Tutorial / Cram Notes
Creating a Keyword Dictionary
To create a keyword dictionary in the Microsoft 365 compliance center, you would follow these general steps:
- Navigate to the Microsoft 365 compliance center.
- Go to ‘Data loss prevention’ and select ‘Sensitive info types’.
- Click on ‘Create’ to start the process of building a new sensitive info type.
- In the creation process, you need to give your sensitive info type a name and description.
- Choose ‘Use a dictionary’ and upload a CSV file containing your list of keywords.
- Once uploaded, you can set confidence levels and match accuracies to finetune how these terms will trigger DLP policies.
For example, if you are tasked with safeguarding personally identifiable information (PII), your keyword dictionary may contain terms like “social security number,” “passport number,” “credit card number,” etc.
CSV File Format
Your CSV file must be structured to accurately import keywords into your dictionary:
Keyword |
Keyword 1 |
Keyword 2 |
Keyword 3 |
… |
Ensure there is no header row and each keyword is in a new line.
Using a Keyword Dictionary
With the keyword dictionary created, you would then integrate it into DLP policies:
- Still, in the data loss prevention section, create or modify an existing DLP policy.
- In the policy creation or edit-flow, select ‘Custom sensitive info types’ and choose the dictionary you created.
- Define the rules and conditions under which detections of these keyword matches will result in alerts, notifications, or other defined protective actions.
For instance, if the policy is to protect against data leakage of financial data, a rule may be set that any document containing keywords from the financial data dictionary must not be shared externally.
Effective Keyword Dictionary Usage
Effectiveness comes from being specific and comprehensive:
- Scope Definition: Clearly define what constitutes sensitive information in your context.

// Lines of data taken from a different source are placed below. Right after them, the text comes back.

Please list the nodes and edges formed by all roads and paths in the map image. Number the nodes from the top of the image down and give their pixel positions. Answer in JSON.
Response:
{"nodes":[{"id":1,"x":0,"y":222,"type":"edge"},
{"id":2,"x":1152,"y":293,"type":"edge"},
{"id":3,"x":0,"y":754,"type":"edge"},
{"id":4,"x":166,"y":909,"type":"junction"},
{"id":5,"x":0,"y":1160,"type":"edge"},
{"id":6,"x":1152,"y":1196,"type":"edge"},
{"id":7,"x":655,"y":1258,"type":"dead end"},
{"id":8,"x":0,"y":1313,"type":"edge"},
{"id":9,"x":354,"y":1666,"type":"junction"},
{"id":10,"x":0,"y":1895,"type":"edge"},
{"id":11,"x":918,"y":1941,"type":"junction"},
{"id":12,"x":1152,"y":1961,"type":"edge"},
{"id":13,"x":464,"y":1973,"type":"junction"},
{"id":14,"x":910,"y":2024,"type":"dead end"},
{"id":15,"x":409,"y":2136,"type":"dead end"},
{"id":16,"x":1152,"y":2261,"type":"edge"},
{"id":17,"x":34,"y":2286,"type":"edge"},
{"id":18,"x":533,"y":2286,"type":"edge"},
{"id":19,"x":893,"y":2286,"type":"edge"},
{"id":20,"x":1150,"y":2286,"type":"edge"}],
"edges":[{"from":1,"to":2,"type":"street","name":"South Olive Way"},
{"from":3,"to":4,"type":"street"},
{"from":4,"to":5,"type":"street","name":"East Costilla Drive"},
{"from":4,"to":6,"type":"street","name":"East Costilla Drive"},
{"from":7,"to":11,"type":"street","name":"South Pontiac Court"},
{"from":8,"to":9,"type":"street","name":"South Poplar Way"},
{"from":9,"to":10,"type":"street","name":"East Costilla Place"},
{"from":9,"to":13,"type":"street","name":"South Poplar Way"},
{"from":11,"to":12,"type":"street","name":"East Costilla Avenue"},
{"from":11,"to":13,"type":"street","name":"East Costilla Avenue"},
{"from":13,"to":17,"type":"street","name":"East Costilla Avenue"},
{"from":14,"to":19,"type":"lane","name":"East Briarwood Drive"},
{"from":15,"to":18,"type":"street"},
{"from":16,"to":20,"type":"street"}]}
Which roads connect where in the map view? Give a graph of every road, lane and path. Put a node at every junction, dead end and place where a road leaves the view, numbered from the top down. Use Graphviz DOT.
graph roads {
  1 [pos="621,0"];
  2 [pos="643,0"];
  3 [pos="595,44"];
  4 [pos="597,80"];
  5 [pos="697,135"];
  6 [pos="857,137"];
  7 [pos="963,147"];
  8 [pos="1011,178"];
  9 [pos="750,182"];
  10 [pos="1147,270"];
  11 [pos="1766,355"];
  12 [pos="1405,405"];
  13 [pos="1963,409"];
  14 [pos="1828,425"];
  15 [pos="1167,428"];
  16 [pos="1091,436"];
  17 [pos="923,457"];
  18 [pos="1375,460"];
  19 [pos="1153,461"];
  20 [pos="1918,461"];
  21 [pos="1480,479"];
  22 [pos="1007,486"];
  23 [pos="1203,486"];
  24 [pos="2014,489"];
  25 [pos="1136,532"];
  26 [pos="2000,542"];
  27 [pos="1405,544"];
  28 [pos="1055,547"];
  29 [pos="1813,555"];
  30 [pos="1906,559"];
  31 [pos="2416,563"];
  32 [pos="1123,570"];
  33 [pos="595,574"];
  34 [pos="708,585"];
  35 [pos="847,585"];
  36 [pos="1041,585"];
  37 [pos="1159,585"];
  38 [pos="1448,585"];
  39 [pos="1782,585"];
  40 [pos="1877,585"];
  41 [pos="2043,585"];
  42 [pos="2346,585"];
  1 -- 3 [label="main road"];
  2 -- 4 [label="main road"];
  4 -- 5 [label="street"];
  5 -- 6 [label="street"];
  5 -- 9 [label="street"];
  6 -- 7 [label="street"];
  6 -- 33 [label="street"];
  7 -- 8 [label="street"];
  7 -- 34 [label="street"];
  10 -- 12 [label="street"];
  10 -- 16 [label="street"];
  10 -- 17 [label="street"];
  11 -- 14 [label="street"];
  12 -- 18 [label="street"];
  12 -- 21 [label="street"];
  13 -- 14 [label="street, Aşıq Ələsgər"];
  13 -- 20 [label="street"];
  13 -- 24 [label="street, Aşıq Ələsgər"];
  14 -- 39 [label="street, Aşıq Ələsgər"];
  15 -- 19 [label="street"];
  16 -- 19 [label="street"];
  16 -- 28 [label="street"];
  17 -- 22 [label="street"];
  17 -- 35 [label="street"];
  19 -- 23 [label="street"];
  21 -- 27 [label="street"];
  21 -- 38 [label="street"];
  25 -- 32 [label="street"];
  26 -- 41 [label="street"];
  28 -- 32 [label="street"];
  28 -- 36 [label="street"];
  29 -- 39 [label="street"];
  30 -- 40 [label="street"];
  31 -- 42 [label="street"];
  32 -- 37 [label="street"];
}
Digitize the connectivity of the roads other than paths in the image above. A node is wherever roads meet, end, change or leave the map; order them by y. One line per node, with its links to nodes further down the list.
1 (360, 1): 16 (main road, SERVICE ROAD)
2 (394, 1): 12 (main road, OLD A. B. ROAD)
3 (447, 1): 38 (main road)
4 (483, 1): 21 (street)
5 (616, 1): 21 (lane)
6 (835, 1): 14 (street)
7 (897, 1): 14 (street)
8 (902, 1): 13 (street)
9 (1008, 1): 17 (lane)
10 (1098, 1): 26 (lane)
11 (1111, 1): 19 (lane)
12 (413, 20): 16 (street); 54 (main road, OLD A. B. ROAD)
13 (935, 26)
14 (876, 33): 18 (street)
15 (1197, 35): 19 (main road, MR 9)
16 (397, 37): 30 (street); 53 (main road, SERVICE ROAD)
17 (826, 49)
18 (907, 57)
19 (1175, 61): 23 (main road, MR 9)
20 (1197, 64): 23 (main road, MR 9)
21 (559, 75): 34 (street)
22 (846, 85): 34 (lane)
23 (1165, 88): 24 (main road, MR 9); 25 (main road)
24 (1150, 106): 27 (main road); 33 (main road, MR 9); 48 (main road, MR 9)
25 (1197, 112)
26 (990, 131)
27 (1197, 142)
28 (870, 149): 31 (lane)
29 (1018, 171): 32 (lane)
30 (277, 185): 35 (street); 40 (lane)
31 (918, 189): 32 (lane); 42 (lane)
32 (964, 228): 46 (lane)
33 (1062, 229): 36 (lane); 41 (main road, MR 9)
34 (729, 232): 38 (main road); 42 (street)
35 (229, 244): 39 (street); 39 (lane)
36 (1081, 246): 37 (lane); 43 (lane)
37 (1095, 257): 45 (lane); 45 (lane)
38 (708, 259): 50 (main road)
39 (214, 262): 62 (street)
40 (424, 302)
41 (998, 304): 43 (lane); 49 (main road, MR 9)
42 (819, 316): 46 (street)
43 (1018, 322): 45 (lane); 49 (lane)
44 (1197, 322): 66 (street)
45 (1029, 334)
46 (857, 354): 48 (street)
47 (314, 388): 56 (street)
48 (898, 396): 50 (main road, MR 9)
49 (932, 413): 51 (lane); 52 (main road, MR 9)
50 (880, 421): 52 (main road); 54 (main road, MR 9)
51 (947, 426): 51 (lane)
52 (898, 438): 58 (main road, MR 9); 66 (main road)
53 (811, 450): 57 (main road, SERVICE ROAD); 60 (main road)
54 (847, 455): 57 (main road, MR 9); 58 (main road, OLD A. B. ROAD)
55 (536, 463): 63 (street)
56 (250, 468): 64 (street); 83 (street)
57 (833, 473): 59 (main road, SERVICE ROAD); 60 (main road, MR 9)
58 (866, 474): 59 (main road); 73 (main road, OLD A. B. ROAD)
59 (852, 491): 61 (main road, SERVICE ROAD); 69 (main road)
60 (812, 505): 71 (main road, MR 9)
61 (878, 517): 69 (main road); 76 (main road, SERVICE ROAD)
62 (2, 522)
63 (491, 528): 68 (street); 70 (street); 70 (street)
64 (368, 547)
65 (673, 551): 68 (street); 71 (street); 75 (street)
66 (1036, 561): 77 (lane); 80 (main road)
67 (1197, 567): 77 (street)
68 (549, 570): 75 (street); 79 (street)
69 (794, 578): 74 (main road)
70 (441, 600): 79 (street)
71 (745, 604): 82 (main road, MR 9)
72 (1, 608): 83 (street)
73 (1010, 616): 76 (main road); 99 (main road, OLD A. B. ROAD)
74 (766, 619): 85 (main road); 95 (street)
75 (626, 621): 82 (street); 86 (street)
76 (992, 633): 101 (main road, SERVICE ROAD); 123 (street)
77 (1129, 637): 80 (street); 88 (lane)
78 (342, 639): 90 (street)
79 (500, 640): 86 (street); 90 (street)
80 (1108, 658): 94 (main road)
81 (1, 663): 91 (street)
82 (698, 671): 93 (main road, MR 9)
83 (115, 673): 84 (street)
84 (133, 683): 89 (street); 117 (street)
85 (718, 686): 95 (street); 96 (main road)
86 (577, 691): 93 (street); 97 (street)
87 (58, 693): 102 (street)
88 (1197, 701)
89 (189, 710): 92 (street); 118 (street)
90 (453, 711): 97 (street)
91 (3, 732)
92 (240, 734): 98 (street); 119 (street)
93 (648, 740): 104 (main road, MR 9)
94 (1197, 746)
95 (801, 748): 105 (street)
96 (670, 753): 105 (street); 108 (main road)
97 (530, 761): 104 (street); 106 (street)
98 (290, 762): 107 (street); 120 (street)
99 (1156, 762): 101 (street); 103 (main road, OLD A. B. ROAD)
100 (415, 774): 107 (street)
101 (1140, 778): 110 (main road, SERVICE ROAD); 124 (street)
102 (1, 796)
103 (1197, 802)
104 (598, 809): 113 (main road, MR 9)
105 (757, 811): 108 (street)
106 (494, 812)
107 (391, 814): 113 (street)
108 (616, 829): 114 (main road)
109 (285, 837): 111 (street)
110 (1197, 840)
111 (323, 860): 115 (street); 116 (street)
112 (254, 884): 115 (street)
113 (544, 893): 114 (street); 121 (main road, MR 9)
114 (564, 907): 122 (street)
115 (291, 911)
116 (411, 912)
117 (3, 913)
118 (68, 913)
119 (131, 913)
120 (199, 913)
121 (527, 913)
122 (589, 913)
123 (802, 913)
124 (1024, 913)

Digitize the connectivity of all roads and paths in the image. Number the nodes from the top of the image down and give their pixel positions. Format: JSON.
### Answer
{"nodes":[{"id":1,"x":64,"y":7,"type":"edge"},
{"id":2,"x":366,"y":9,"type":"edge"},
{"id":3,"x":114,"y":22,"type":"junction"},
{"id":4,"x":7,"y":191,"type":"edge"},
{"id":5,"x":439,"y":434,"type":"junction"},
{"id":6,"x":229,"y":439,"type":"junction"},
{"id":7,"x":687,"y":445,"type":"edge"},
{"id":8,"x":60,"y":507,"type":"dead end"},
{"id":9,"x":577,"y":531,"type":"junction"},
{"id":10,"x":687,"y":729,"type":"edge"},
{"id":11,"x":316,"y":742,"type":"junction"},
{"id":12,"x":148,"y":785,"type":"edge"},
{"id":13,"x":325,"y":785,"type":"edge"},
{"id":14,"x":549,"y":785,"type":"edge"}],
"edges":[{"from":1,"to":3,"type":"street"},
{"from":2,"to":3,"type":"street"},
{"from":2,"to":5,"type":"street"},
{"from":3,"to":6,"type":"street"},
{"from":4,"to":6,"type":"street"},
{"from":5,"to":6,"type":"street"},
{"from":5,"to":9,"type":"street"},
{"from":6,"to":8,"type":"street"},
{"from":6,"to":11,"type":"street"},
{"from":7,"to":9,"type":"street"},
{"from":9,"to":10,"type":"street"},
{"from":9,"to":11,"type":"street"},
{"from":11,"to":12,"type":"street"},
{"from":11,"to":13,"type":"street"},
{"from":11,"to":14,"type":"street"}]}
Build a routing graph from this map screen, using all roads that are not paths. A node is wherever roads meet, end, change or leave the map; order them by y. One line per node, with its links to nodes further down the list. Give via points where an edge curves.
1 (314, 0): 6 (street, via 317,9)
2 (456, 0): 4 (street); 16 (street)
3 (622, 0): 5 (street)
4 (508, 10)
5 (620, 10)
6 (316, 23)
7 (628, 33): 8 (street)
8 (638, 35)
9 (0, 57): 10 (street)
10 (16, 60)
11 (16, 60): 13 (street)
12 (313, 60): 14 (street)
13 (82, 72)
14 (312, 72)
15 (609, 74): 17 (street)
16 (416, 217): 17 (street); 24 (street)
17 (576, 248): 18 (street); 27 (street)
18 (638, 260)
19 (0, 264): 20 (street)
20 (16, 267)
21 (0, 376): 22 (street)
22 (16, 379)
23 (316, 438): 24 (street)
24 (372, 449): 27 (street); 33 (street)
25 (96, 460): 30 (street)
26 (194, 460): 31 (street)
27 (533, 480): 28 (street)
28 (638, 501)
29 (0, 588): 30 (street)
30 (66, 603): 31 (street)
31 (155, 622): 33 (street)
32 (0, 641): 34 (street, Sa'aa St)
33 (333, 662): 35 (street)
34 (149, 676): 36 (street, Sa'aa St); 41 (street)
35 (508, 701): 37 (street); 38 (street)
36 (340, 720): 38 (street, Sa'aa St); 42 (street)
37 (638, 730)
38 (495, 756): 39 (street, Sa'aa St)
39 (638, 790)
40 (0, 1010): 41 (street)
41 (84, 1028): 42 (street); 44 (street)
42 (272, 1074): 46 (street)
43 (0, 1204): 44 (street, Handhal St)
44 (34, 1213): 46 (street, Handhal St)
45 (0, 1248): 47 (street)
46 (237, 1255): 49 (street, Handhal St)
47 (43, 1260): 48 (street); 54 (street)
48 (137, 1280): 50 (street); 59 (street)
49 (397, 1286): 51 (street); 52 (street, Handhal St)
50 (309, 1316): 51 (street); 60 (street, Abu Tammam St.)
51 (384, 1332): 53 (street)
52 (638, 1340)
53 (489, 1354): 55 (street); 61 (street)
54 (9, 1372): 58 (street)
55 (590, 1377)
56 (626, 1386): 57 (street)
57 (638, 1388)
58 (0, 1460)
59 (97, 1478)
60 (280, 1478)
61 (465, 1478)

- Keyword Selection: Balance the specificity of keywords against potential false positives.
- Regularity of Updates: As your organizational needs evolve, continuously update your keyword lists.
- Testing and Refinement: Regularly test the dictionary against sample data to gauge its accuracy and make necessary refinements.
Benefits of a Keyword Dictionary
Utilizing a keyword dictionary can streamline the process of identifying sensitive data because it:
- Provides an organization-specific approach to DLP.
- Enhances the precision of data detection with tailored terms.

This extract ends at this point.